:: Supplied records ::
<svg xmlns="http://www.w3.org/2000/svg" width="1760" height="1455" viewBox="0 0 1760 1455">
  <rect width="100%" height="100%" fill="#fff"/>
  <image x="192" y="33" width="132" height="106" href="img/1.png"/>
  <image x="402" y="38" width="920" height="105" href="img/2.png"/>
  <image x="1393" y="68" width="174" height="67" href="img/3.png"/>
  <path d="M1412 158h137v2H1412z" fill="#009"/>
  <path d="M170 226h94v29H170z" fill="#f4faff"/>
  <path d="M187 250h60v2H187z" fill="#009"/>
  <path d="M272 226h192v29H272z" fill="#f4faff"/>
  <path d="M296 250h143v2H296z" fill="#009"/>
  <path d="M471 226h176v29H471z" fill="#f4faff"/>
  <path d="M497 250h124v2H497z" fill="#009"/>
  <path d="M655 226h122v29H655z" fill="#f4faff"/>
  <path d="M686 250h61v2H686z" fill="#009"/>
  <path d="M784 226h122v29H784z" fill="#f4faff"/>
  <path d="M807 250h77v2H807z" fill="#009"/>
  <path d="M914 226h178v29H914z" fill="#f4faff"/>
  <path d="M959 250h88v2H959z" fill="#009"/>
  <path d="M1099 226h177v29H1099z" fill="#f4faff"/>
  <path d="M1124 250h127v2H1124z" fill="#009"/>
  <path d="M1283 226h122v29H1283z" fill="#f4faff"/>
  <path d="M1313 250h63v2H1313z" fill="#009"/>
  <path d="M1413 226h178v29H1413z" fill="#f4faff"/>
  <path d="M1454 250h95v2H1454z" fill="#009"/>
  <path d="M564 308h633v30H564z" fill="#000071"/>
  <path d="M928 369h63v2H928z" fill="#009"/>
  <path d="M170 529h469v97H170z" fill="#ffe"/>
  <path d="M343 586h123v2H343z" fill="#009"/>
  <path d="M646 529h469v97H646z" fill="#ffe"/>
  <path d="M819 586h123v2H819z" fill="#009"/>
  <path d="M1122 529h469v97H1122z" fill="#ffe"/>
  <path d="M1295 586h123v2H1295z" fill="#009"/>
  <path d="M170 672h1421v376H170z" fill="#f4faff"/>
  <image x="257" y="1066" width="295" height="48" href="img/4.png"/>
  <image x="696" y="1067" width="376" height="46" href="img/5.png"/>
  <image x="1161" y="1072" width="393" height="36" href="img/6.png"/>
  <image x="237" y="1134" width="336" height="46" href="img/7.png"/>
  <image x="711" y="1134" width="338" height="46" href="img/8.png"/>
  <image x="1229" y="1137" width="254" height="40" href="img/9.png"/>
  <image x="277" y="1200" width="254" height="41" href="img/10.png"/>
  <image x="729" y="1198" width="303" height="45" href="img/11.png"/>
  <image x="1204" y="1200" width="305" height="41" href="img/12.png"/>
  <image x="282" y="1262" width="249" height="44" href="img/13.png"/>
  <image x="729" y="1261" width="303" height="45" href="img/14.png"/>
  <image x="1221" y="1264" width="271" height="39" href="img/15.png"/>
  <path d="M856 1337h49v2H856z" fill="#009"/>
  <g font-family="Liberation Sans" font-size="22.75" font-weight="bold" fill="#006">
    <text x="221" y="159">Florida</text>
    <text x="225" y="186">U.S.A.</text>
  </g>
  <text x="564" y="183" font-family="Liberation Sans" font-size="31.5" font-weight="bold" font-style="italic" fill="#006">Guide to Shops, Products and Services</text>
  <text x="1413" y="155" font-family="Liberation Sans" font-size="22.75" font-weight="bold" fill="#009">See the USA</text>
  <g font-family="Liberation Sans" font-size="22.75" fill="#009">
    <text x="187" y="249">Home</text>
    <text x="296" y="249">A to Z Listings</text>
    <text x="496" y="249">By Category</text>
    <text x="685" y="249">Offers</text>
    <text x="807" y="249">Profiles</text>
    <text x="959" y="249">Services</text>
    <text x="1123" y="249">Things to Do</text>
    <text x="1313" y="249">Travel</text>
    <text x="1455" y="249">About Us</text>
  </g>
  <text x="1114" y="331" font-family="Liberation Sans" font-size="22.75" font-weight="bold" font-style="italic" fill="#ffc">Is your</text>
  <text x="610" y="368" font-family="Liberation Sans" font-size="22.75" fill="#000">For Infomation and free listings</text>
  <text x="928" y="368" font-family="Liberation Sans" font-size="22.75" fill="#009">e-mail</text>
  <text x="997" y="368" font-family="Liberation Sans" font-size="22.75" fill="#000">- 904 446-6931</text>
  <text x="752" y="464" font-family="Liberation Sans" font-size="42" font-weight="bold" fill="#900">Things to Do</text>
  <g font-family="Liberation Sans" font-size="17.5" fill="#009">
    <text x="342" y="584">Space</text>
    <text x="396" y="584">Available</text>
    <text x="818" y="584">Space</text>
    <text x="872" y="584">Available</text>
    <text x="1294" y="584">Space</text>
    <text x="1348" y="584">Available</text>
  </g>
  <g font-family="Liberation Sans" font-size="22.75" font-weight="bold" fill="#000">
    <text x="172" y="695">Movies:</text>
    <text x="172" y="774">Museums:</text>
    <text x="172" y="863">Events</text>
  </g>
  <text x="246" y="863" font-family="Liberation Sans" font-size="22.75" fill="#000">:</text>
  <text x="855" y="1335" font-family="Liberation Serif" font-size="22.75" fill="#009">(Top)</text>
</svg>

:: What you need to do ::
A single number is expected: the count of lines in the preceding entries that contain "Services".

:: Result for this task ::
2